Puma Energy announces Q1 2017 results - sales volume up 3%
22 May 2017
Singapore, 22 May, 2017 - Puma Energy, the global integrated midstream and downstream energy company, today releases its results for the first quarter of 2017.
- Business delivered a steady performance during the first quarter of 2017
- Sales volumes grew by 3% to 5.4 million m3, thanks to good retail and aviation performance, whilst B2B still negatively affected by the slowdown of certain economies, particularly in Africa
- Gross profit and EBITDA decreased compared to a very strong first quarter of 2016
- Capex for the quarter decreased by 60% compared to last year as several major construction projects have been completed
- Operating cash flow of US$ 18million was impacted by changes in working capital from the start-up of new activities in Myanmar, at Richard’s Bay in South Africa, and at the newly acquired terminal in Belfast; as well as timing effects on some transactions
- Downstream sales volumes increased, thanks to organic growth across most regions and good retail and aviation performance
- 40 additional service stations were opened in Q1 2017, mainly in South Africa, Ghana, Guatemala and Australia. This brings the service station network to 2,559 sites
- The Group’s storage capacity increased to 8.0million m³ thanks to the successful completion of Dinh Vu terminal in Vietnam and the integration of the terminal acquired from BP in Northern Ireland
Commenting on these results, Denis Chazarain, CFO, said today:
“I am pleased to report that, despite facing headwinds in certain regions, we have had a steady start to the year, with a 3% increase in sales volume this quarter (compared to Q1 2016) and a gross profit of $407 million.
“With the completion of several of our projects; capex was predominantly spent on storage construction and infrastructure projects, while a new terminal in Vietnam has increased storage capacity to 8.0million m³. The refinancing and extension of some tranches of our credit facilities announced post period end in May 2017 gives us comfort with the level of liquidity currently available to us as we start to reap the benefits of the established and well invested platform. Puma Energy remains in good shape and, with strict credit discipline and a focus on working capital management, we will continue to leverage our positions in our key markets and I look forward to a successful remainder of the year.”

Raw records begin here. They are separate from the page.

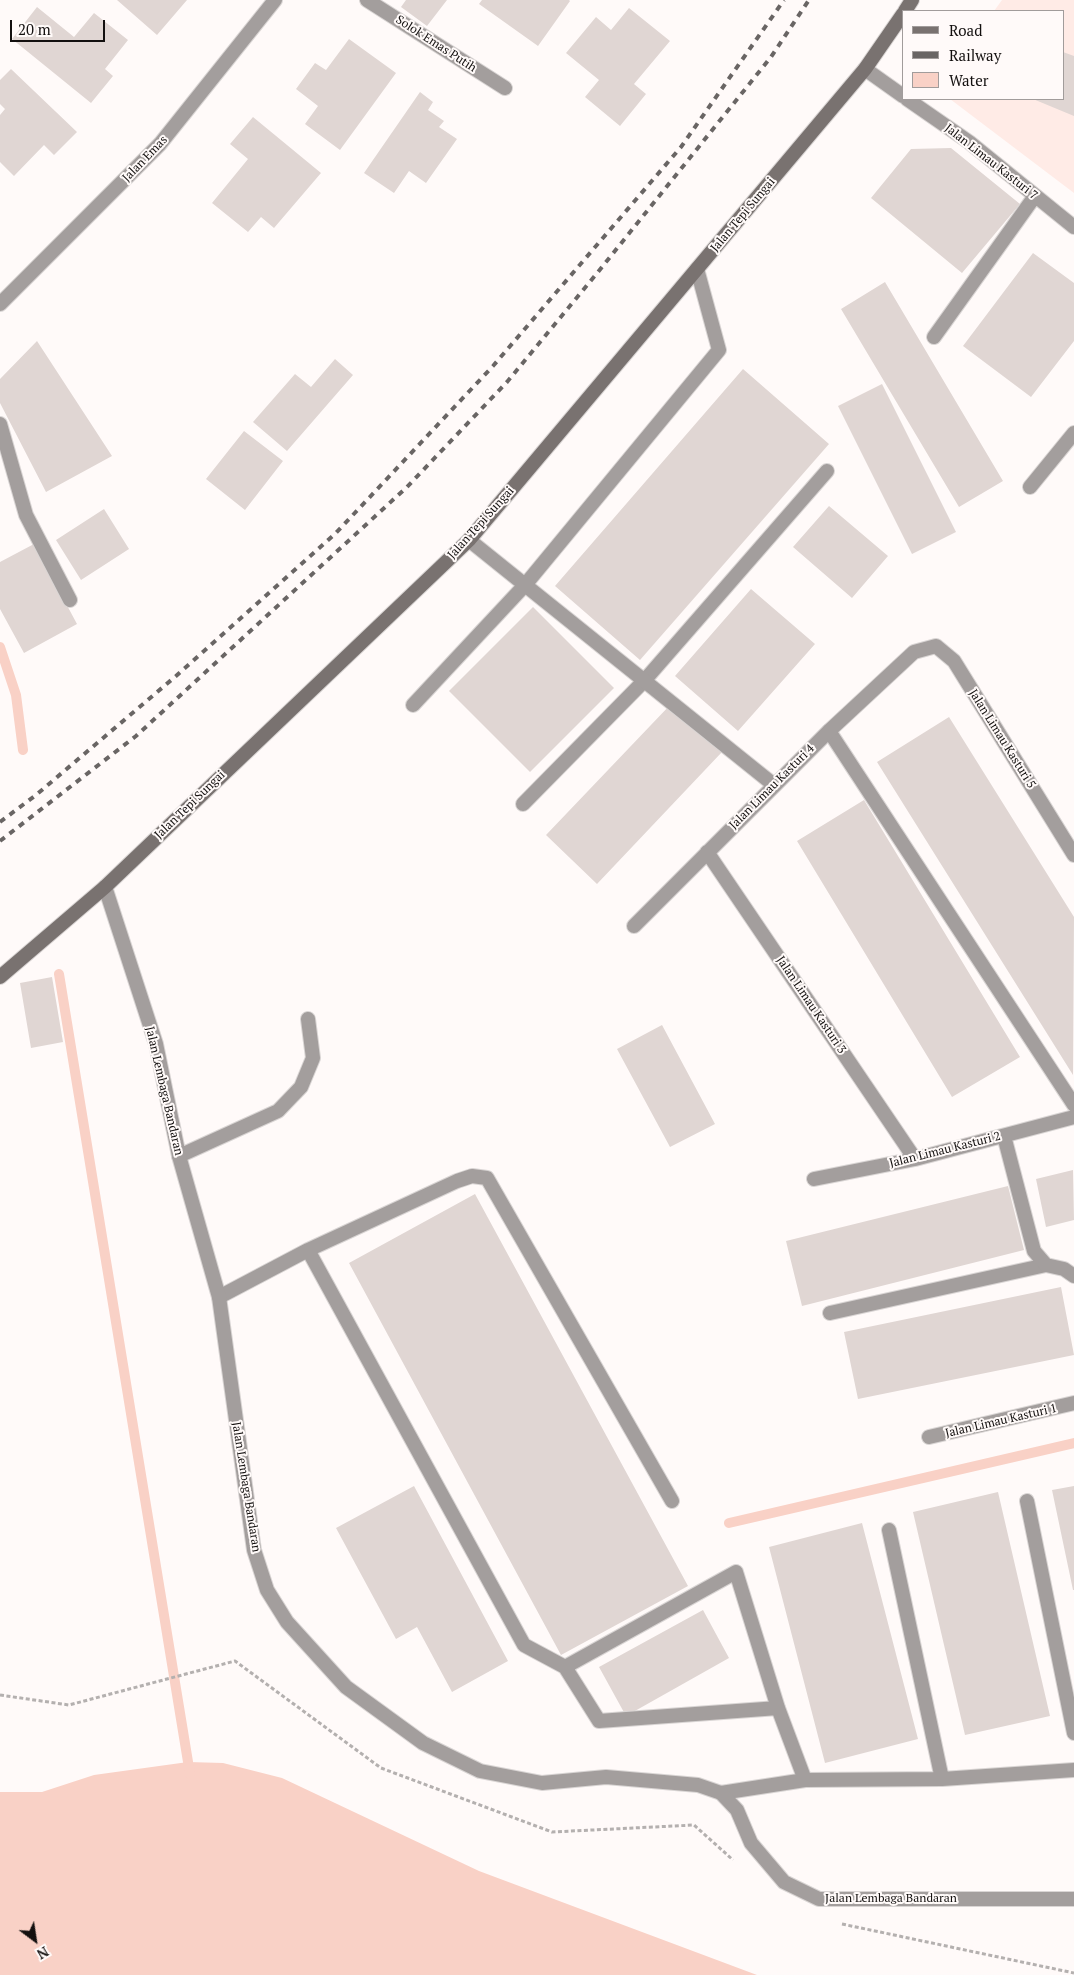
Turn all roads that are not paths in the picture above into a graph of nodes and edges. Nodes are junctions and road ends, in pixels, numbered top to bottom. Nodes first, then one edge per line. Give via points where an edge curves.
1 (275, 0) edge
2 (367, 0) edge
3 (902, 16) edge
4 (865, 69) junction
5 (505, 88) dead end
6 (902, 95) edge
7 (908, 100) edge
8 (1035, 196) junction
9 (1074, 227) edge
10 (698, 269) junction
11 (0, 304) edge
12 (934, 337) dead end
13 (0, 424) edge
14 (1074, 434) edge
15 (828, 471) dead end
16 (1030, 487) dead end
17 (469, 540) junction
18 (525, 585) junction
19 (70, 600) dead end
20 (914, 652) joint
21 (644, 681) junction
22 (413, 705) dead end
23 (829, 731) junction
24 (774, 785) junction
25 (523, 804) dead end
26 (707, 852) junction
27 (1074, 855) edge
28 (104, 886) junction
29 (634, 926) dead end
30 (0, 977) edge
31 (308, 1019) dead end
32 (1074, 1105) edge
33 (1074, 1117) edge
34 (1004, 1136) junction
35 (179, 1156) junction
36 (915, 1159) junction
37 (814, 1178) dead end
38 (308, 1250) junction
39 (1046, 1265) junction
40 (1074, 1276) edge
41 (219, 1297) junction
42 (830, 1313) dead end
43 (1074, 1403) edge
44 (929, 1438) dead end
45 (672, 1501) dead end
46 (1027, 1501) dead end
47 (889, 1530) dead end
48 (565, 1667) junction
49 (778, 1708) junction
50 (1074, 1733) edge
51 (1074, 1770) edge
52 (942, 1779) junction
53 (805, 1780) junction
54 (721, 1793) junction
55 (1074, 1899) edge

1 - 11 street, Jalan Emas via 160,144
2 - 5 street, Solok Emas Putih
3 - 4 main road, Jalan Tepi Sungai
4 - 6 street
4 - 10 main road, Jalan Tepi Sungai
7 - 8 street, Jalan Limau Kasturi 7 via 969,142
8 - 9 street, Jalan Limau Kasturi 7
8 - 12 street
10 - 17 main road, Jalan Tepi Sungai
10 - 18 street via 719,350
13 - 19 street via 26,515
14 - 16 street
15 - 21 street
17 - 18 street
17 - 28 main road, Jalan Tepi Sungai
18 - 21 street
18 - 22 street
20 - 23 street, Jalan Limau Kasturi 4
20 - 27 street, Jalan Limau Kasturi 5 via 936,646 954,661
21 - 24 street
21 - 25 street
23 - 24 street, Jalan Limau Kasturi 4
23 - 32 street
24 - 26 street, Jalan Limau Kasturi 4
26 - 29 street, Jalan Limau Kasturi 4
26 - 36 street, Jalan Limau Kasturi 3
28 - 30 main road, Jalan Tepi Sungai
28 - 35 street, Jalan Lembaga Bandaran via 156,1044
31 - 35 street via 313,1058 302,1087 278,1110
33 - 34 street, Jalan Limau Kasturi 2
34 - 36 street, Jalan Limau Kasturi 2
34 - 39 street via 1034,1251
35 - 41 street, Jalan Lembaga Bandaran
36 - 37 street, Jalan Limau Kasturi 2
38 - 41 street
38 - 45 street via 458,1181 472,1176 487,1178
38 - 48 street via 524,1645
39 - 40 street via 1064,1269
39 - 42 street
41 - 54 street, Jalan Lembaga Bandaran via 254,1550 268,1590 286,1622 346,1686 423,1743 480,1771 542,1782 606,1777 698,1785
43 - 44 street, Jalan Limau Kasturi 1
46 - 50 street
47 - 52 street
48 - 49 street via 599,1722
48 - 49 street via 736,1572
49 - 53 street
51 - 52 street
52 - 53 street
53 - 54 street
54 - 55 street, Jalan Lembaga Bandaran via 737,1810 751,1843 784,1882 819,1899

Further information can be located at: https://www.pumaenergy.com/en/investor-relations/home/
About Puma Energy
Puma Energy International is a global integrated midstream and downstream oil company active in 47 countries. Formed in 1997 in Central America, Puma Energy has since expanded its activities worldwide, achieving rapid growth, diversification and product line development. The company directly manages over 7,700 employees. Headquartered in Singapore, it has regional hubs in Johannesburg (South Africa), San Juan (Puerto Rico), Brisbane (Australia) and Tallinn (Estonia).
Puma Energy’s core activities in the midstream sector include the supply, storage and transportation of petroleum products via a network of over 101 bulk storage terminals. Puma Energy’s activities are underpinned by investment in infrastructure which optimises supply chain systems, capturing value as both asset owner and marketer of product. Puma Energy’s downstream activities include the distribution, retail sales and wholesale of a wide range of refined products, with additional product offerings in the lubricants, bitumen, LPG and marine bunkering sectors. Puma Energy currently has a global network of over 2,559 retail service stations and supplies 63 airports. Puma Energy also provides a robust platform for independent entrepreneurs to develop their businesses, by providing a viable alternative to traditional market supply sources.